◆ Your assignment ◆
Return each line of the listing that contains the string "roads".

*** Block opens ***

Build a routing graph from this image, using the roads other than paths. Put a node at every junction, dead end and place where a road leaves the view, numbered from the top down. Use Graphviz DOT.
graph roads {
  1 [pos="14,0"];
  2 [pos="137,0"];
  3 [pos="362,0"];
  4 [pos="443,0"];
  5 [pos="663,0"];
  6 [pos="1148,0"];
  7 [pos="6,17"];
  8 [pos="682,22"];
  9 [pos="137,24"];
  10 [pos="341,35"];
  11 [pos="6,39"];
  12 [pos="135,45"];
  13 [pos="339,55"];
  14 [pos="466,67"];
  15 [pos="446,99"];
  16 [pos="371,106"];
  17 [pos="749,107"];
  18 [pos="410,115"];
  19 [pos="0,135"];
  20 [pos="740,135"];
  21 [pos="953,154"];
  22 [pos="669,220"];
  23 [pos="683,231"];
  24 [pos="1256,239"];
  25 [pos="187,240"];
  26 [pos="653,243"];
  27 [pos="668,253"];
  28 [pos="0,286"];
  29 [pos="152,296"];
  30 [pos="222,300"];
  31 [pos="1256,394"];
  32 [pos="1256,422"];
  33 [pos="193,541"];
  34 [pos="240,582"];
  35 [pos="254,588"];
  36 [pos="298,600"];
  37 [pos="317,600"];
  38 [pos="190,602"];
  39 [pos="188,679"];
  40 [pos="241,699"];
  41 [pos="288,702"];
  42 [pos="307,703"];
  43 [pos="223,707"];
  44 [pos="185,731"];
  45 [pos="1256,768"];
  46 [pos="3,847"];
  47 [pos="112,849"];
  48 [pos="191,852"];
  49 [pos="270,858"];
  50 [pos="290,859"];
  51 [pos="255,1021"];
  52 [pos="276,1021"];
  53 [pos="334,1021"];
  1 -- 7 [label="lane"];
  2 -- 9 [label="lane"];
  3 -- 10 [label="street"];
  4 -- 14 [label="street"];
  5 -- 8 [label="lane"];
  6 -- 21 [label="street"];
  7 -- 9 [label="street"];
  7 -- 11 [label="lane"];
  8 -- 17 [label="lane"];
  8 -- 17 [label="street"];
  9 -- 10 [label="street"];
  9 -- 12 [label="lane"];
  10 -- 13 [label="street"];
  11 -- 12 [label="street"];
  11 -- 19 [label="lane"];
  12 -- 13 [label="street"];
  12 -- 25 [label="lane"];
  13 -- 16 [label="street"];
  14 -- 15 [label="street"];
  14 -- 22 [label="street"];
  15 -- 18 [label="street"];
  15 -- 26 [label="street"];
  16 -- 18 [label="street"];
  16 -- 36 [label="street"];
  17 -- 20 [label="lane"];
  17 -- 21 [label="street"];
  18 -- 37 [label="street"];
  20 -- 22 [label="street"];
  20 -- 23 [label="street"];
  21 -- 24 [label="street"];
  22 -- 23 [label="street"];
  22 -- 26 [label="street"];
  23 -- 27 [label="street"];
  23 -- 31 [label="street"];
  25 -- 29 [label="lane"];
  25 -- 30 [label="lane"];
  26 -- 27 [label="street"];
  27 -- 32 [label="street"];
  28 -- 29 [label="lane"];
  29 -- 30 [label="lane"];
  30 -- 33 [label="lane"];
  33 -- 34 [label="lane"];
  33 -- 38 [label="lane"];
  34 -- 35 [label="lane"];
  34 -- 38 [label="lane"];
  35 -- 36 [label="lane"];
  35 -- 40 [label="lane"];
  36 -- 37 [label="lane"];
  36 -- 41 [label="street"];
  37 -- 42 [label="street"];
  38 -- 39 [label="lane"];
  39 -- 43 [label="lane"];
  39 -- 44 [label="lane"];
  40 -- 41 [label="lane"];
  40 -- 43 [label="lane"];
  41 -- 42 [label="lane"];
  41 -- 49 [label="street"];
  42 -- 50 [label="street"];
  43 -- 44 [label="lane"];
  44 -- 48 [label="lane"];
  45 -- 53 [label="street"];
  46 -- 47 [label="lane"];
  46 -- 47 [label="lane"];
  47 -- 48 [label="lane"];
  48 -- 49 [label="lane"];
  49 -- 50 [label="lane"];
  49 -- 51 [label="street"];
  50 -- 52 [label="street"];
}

*** Block closes ***

◆ Solution to this task ◆
Build a routing graph from this image, using the roads other than paths. Put a node at every junction, dead end and place where a road leaves the view, numbered from the top down. Use Graphviz DOT.
graph roads {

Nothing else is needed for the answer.